Not a single soul had been on our floor to hear him talk to me like that.
I could go and complain, and maybe something would be done about it, but I knew Benji was good friends with our boss. They had known each other since they were kids, golfed together twice a week, and drank together three nights out of five.
They were the good old boys, and I was the one left in the dark.
“I’m fine,” I whispered.
However, being in the dark had been the wrong phrase to think, because now all I could think about was the dark, and the last time I had been there. With his hands on my throat and the little girl screaming, who wasn’t me.
And then there had been no more screaming, no more shouts, nothing. There had been silence: just a cold shadow and an icy void.
“Paris?” Prior asked from the doorway, a bag in his hands, and a frown on his face. “I picked you up a burrito bowl because I saw you hadn’t gone for lunch. I can come back.” He paused, studying my face. “What’s wrong?”
I shook myself out of my memories, knowing they weren’t important at the moment. They had never been because I couldn’t relive them every day and survive.
I could only remember the good times. And I kept telling myself that, even though the good memories rarely came when I was sleeping.
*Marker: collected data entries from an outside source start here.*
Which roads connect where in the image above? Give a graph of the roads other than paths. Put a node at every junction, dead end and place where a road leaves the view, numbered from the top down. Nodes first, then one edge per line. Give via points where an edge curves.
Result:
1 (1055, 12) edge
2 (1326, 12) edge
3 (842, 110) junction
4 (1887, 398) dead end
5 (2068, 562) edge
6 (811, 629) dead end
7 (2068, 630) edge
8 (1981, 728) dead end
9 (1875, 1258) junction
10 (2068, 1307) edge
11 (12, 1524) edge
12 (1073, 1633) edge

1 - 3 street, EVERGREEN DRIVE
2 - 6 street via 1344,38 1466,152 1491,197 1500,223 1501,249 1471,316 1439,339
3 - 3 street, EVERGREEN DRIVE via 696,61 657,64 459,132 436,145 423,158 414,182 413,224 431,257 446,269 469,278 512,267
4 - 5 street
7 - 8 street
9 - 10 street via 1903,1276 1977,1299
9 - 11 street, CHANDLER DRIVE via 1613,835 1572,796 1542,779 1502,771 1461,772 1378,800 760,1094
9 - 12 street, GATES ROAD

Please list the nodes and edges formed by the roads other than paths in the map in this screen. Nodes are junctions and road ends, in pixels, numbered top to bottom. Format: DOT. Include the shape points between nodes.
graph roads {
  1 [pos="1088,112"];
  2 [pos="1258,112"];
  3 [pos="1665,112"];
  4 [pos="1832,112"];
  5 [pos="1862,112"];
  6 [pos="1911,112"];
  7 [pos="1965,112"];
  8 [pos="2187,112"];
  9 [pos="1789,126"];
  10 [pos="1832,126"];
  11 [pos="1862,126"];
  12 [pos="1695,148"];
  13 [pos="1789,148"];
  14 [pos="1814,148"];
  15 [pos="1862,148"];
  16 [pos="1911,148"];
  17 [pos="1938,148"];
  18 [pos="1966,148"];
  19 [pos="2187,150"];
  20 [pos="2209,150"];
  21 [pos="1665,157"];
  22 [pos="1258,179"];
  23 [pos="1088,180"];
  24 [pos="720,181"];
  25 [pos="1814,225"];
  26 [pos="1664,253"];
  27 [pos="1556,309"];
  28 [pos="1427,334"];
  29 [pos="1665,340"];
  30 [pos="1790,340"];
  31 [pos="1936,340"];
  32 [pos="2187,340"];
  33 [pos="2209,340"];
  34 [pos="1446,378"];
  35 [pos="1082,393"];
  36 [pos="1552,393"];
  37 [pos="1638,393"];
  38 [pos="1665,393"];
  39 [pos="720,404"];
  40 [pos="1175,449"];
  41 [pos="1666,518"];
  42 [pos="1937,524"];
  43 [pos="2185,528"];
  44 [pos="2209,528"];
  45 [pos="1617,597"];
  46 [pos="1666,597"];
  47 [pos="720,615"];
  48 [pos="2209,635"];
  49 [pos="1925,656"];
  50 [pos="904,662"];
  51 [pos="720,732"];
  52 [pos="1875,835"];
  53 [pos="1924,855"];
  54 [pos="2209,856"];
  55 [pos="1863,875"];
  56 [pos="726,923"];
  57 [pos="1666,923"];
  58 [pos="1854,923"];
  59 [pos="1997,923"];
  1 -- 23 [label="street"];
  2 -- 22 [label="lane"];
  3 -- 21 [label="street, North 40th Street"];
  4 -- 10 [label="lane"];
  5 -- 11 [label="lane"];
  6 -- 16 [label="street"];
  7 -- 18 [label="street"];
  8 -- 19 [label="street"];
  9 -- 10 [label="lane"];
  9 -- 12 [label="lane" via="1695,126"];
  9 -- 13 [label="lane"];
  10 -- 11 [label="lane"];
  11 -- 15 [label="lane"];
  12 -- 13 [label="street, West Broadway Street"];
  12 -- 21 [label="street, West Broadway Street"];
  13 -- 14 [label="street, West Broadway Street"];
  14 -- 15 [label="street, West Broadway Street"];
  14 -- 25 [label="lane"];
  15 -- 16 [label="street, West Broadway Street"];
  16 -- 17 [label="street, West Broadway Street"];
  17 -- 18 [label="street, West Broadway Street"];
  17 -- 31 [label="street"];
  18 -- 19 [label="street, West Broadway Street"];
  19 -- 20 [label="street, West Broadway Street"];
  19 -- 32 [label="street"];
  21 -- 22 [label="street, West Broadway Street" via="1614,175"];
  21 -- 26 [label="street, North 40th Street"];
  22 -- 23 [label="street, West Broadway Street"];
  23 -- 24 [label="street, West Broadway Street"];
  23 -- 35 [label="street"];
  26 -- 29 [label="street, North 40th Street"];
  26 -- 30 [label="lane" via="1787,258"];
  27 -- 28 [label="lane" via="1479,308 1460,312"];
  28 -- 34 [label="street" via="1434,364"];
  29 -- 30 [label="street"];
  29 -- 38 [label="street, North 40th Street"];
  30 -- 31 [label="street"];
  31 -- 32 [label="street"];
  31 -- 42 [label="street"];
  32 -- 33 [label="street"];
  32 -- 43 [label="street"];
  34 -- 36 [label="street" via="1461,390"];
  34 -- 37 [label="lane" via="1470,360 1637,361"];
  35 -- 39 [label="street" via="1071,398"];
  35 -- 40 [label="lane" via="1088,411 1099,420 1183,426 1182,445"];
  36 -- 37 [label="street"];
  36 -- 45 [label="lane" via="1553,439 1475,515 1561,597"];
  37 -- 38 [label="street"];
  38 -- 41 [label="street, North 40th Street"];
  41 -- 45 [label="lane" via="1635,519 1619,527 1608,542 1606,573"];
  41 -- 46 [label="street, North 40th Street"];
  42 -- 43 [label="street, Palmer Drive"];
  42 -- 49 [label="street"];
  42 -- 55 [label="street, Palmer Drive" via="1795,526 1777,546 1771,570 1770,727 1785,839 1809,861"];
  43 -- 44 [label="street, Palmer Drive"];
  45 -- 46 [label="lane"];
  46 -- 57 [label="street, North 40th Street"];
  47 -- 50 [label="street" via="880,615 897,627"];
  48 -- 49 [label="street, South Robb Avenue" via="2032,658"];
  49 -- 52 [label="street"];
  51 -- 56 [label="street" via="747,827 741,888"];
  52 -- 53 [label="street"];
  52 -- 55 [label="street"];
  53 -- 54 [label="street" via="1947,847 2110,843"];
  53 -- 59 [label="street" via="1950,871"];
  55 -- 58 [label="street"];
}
“A burrito bowl?” I asked, ignoring his other questions.
“Yes. Hopefully, it’s what you like. I tried to remember everything you usually get. Though I’m generally so focused on how much extra guac I want on the side, that I sometimes forget.” He winked, but I knew he was studying my face, trying to see what was wrong with me.
“Thank you,” I said.
Prior didn’t need to know everything. I didn’t want him to know everything. I didn’t want anyone to.
The girls now knew that my father was out of prison, but they didn’t know every detail of what my childhood entailed. They didn’t know every single little scrape and hit and torture method I had been through—the same as my baby sister.
They didn’t ever need to know those things.
They knew I was scared that I had gone into some kind of shock, and that I had been with Prior when I heard the news about my dad. They were the only ones who needed to know. Perhaps Cross knew now because people who loved each other told secrets like that. I understood. As long as I didn’t see the pity on his face.
The same emotion I had seen in Prior’s gaze for a moment before he blinked it away in the car. Before he did his best to care for me, even though I didn’t know how to deal with him.
I wasn’t going to tell Prior anything because I didn’t want to see that pity again.
“Paris? What’s wrong?”
I sat up straighter in my chair and shook my head. And then I began. “Nothing’s wrong. I was working and forgot lunch, and now I’m starving. Want to eat in the break room?”
“If you want. Or you can eat in my office. Or we can eat here. Or maybe outside on the balcony. There are a few tables out there.”
“I don’t know. I mean, I think I accidentally invited you to lunch when you were just dropping mine off.”
Prior snorted. “I bought extra lunch because I noticed you hadn’t left for your break. We can eat together or separately. It doesn’t matter.” Prior frowned. “I mean, it does matter because you’re my friend, but it doesn’t matter in terms of you deciding what you want to do. No pressure.”
I let out a sigh and pretended that everything he’d said made sense.
“How about you tell me what I owe you.”
He looked defeated for a moment. “How about you just buy me a burrito later?”
“With extra guac?” I asked him, and he smiled.
His eyes brightened, and some of the tension he had been holding in his shoulders seemed to slide away.
Tension about my reaction? Or something else?